* Work instruction: Return each line of the listing in which the word "highway" appears.
______
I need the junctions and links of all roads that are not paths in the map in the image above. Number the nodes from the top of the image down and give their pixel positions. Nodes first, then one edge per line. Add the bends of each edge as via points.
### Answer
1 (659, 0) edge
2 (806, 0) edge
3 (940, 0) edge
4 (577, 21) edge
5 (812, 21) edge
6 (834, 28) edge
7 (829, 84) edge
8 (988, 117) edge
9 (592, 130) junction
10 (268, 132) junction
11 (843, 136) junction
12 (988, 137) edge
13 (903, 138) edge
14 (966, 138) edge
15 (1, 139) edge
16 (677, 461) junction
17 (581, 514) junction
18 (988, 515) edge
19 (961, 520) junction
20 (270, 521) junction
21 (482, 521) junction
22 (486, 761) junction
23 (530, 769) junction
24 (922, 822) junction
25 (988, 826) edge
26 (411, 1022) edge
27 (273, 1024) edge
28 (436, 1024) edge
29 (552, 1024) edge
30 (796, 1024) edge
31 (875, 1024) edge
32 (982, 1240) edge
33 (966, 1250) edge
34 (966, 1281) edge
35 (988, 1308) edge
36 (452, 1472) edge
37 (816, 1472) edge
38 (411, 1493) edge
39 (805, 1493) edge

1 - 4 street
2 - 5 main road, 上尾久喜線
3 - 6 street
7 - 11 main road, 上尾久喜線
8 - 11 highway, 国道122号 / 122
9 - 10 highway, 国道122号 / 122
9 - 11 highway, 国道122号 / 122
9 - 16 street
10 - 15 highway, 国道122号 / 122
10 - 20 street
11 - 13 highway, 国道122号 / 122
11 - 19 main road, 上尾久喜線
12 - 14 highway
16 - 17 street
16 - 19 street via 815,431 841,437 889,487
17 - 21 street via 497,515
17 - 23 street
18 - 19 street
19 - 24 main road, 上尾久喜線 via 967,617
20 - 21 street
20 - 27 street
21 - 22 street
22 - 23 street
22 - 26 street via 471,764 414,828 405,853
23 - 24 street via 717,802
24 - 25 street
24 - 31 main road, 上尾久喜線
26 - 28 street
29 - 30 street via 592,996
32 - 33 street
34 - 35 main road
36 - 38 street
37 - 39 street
______
* Response to the exercise:
8 - 11 highway, 国道122号 / 122
9 - 10 highway, 国道122号 / 122
9 - 11 highway, 国道122号 / 122
10 - 15 highway, 国道122号 / 122
11 - 13 highway, 国道122号 / 122
12 - 14 highway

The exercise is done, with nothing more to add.